Wow!
Thanks for posting...
An awesome view into the past, thanks.
How unusual to see in living color.
However, maybe these photos should be published asap in France as a reminder of how good and decent their countrymen used to be and to show them the rapidity of their descent into moral decay and political irrelevance.
Is the guy in picture #30 taking a leak?
WOW fabulous!
Thanks for the ping!
Ping to Sarge.
Here, Here! Post of the year for me.
A lesson to be learned.
WWII history lives in the descendants of of our Senior generation and we discuss it often.
WWI history by in large only lives in the history books and died with the previous generation.
How soon we forget.
Those are truly stunning photos and they should be sent to the Eastman Museum of Photography in Rochester, NY! I have seen a lot of color pics, but never any from this early period and of such excellent quality. Where did they come from? Thanks!
Military Ping!
Alas, the page has apparently been taken down now. Link results in a 404.
Note the presence of Soudanese colonial troops.
Another website shows the Algerians.

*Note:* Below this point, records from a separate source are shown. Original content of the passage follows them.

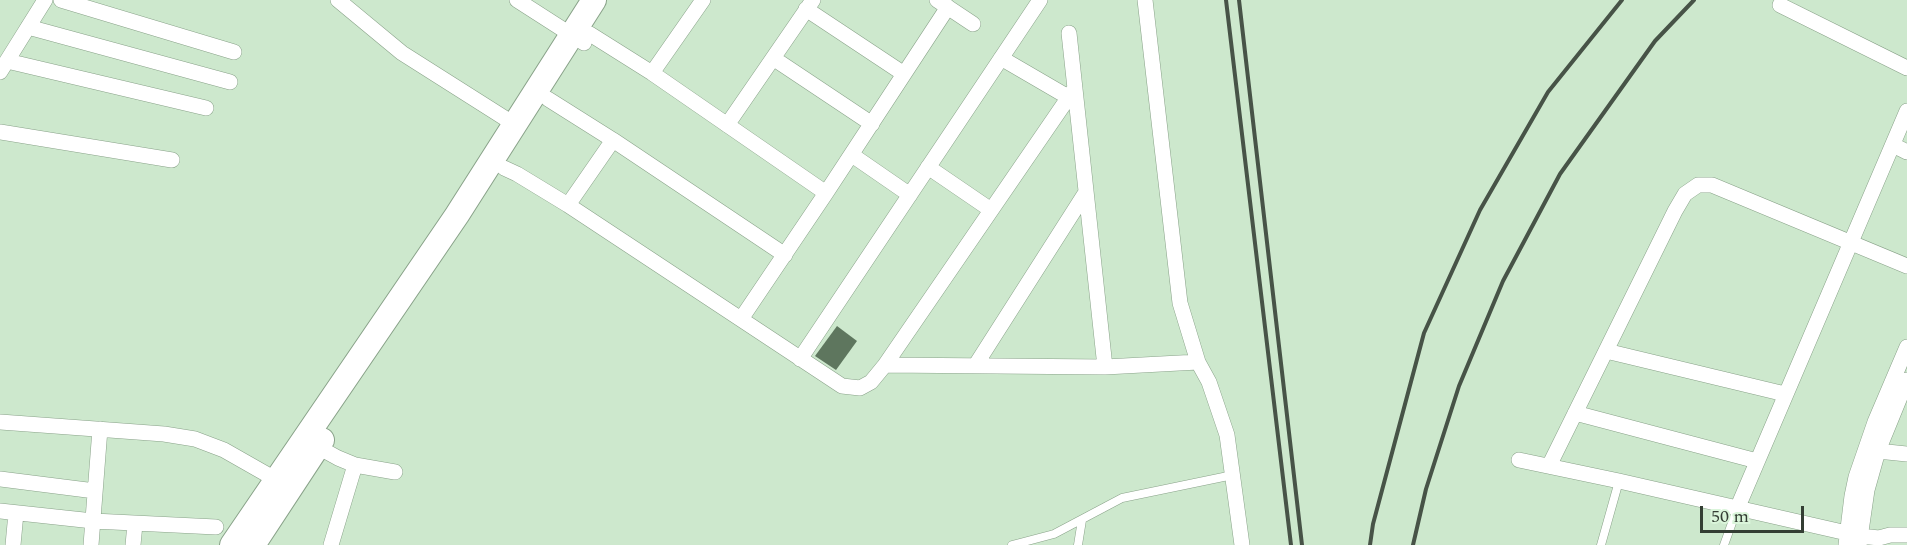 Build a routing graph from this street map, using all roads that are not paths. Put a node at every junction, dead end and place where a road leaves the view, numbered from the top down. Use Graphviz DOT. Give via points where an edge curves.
graph roads {
  1 [pos="45,0"];
  2 [pos="61,0"];
  3 [pos="338,0"];
  4 [pos="517,0"];
  5 [pos="594,0"];
  6 [pos="613,0"];
  7 [pos="703,0"];
  8 [pos="1040,0"];
  9 [pos="1145,0"];
  10 [pos="943,3"];
  11 [pos="809,5"];
  12 [pos="1780,5"];
  13 [pos="973,24"];
  14 [pos="28,27"];
  15 [pos="1069,33"];
  16 [pos="582,37"];
  17 [pos="234,51"];
  18 [pos="773,58"];
  19 [pos="1001,58"];
  20 [pos="3,66"];
  21 [pos="1907,68"];
  22 [pos="652,73"];
  23 [pos="904,74"];
  24 [pos="230,82"];
  25 [pos="1072,93"];
  26 [pos="548,99"];
  27 [pos="206,108"];
  28 [pos="1907,111"];
  29 [pos="514,124"];
  30 [pos="872,124"];
  31 [pos="727,125"];
  32 [pos="0,132"];
  33 [pos="613,140"];
  34 [pos="1893,145"];
  35 [pos="1907,152"];
  36 [pos="852,155"];
  37 [pos="172,160"];
  38 [pos="928,167"];
  39 [pos="504,168"];
  40 [pos="1086,192"];
  41 [pos="826,193"];
  42 [pos="910,195"];
  43 [pos="568,206"];
  44 [pos="991,210"];
  45 [pos="1850,243"];
  46 [pos="784,255"];
  47 [pos="1907,266"];
  48 [pos="741,320"];
  49 [pos="381,339"];
  50 [pos="1907,347"];
  51 [pos="1606,351"];
  52 [pos="800,359"];
  53 [pos="1198,362"];
  54 [pos="885,365"];
  55 [pos="975,366"];
  56 [pos="1105,367"];
  57 [pos="1907,380"];
  58 [pos="1785,394"];
  59 [pos="1575,413"];
  60 [pos="0,422"];
  61 [pos="100,429"];
  62 [pos="318,447"];
  63 [pos="1871,450"];
  64 [pos="1907,454"];
  65 [pos="1519,460"];
  66 [pos="1757,461"];
  67 [pos="355,465"];
  68 [pos="1549,466"];
  69 [pos="395,472"];
  70 [pos="1233,475"];
  71 [pos="0,479"];
  72 [pos="1619,481"];
  73 [pos="283,484"];
  74 [pos="95,491"];
  75 [pos="1737,509"];
  76 [pos="0,511"];
  77 [pos="16,513"];
  78 [pos="1082,520"];
  79 [pos="93,521"];
  80 [pos="135,524"];
  81 [pos="216,527"];
  82 [pos="1907,535"];
  83 [pos="1853,540"];
  84 [pos="1884,542"];
  85 [pos="13,545"];
  86 [pos="91,545"];
  87 [pos="133,545"];
  88 [pos="232,545"];
  89 [pos="253,545"];
  90 [pos="331,545"];
  91 [pos="1012,545"];
  92 [pos="1078,545"];
  93 [pos="1242,545"];
  94 [pos="1601,545"];
  95 [pos="1724,545"];
  1 -- 14 [label="street"];
  2 -- 17 [label="street"];
  3 -- 29 [label="street" via="402,53"];
  4 -- 16 [label="street"];
  5 -- 16 [label="main road"];
  6 -- 16 [label="main road"];
  7 -- 22 [label="street"];
  8 -- 19 [label="street"];
  9 -- 53 [label="street" via="1180,303"];
  10 -- 13 [label="street"];
  10 -- 23 [label="street"];
  11 -- 18 [label="street"];
  11 -- 23 [label="street"];
  12 -- 21 [label="street"];
  14 -- 20 [label="street"];
  14 -- 24 [label="street"];
  15 -- 25 [label="street"];
  16 -- 22 [label="street"];
  16 -- 26 [label="main road"];
  16 -- 29 [label="main road"];
  18 -- 30 [label="street"];
  18 -- 31 [label="street"];
  19 -- 25 [label="street"];
  19 -- 38 [label="street"];
  20 -- 27 [label="street"];
  22 -- 31 [label="street"];
  23 -- 30 [label="street"];
  25 -- 40 [label="street"];
  25 -- 44 [label="street"];
  26 -- 33 [label="street"];
  26 -- 39 [label="main road"];
  28 -- 34 [label="street"];
  29 -- 49 [label="main road"];
  30 -- 36 [label="street"];
  31 -- 41 [label="street"];
  32 -- 37 [label="street"];
  33 -- 43 [label="street"];
  33 -- 46 [label="street"];
  34 -- 35 [label="street"];
  34 -- 45 [label="street"];
  36 -- 41 [label="street"];
  36 -- 42 [label="street"];
  38 -- 42 [label="street"];
  38 -- 44 [label="street"];
  39 -- 43 [label="street"];
  39 -- 49 [label="main road" via="468,226"];
  40 -- 55 [label="street"];
  40 -- 56 [label="street"];
  41 -- 46 [label="street"];
  42 -- 52 [label="street"];
  43 -- 48 [label="street"];
  44 -- 54 [label="street"];
  45 -- 47 [label="street"];
  45 -- 51 [label="street" via="1712,185 1698,185 1675,210"];
  45 -- 58 [label="street"];
  46 -- 48 [label="street"];
  48 -- 52 [label="street"];
  49 -- 62 [label="main road"];
  49 -- 73 [label="main road"];
  50 -- 63 [label="street" via="1875,422"];
  51 -- 58 [label="street"];
  51 -- 59 [label="street"];
  52 -- 54 [label="street" via="842,386 860,388 872,382"];
  53 -- 56 [label="street"];
  53 -- 70 [label="street" via="1227,435"];
  54 -- 55 [label="street"];
  55 -- 56 [label="street"];
  57 -- 63 [label="street"];
  58 -- 66 [label="street"];
  59 -- 66 [label="street"];
  59 -- 68 [label="street"];
  60 -- 61 [label="street"];
  61 -- 73 [label="street" via="195,438"];
  61 -- 74 [label="street"];
  62 -- 67 [label="street"];
  62 -- 73 [label="main road"];
  63 -- 64 [label="street"];
  63 -- 83 [label="street" via="1852,496"];
  65 -- 68 [label="street"];
  66 -- 75 [label="street"];
  67 -- 69 [label="street"];
  67 -- 90 [label="street"];
  68 -- 72 [label="street"];
  70 -- 78 [label="lane" via="1122,498"];
  70 -- 93 [label="street"];
  71 -- 74 [label="street"];
  72 -- 75 [label="street"];
  72 -- 94 [label="lane"];
  73 -- 88 [label="main road"];
  73 -- 89 [label="main road"];
  74 -- 79 [label="street"];
  75 -- 83 [label="street"];
  75 -- 95 [label="lane"];
  76 -- 77 [label="street"];
  77 -- 79 [label="street"];
  77 -- 85 [label="street"];
  78 -- 91 [label="lane" via="1054,534"];
  78 -- 92 [label="lane"];
  79 -- 80 [label="street"];
  79 -- 86 [label="street"];
  80 -- 81 [label="street"];
  80 -- 87 [label="street"];
  82 -- 84 [label="street" via="1890,535"];
  83 -- 84 [label="street"];
}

The French Army was by no means lily-white.
My great uncle died in France during WWI--he was only 22. When I was little, I used to think the world was in black in white in the 30s, 40s, and 50s. These photos are very interesting. Didn't know they had color way back then. Thanks for sharing.
Thanks for the link and post, I knew they had color pics in World War II but didn't know theyh ad it as far back as World War I. I also remember seeing on the History Channel, "World War I in Color" and I was scratching my head at the color motion pictures. I thought maybe they used computers to colorize the film much like they do with pictures from space probes. My father was a photographer and I currently work in a drugstore developing pictures so I do have an interest in photography.
neat
What happened to the photos? Can't seem to pull any up.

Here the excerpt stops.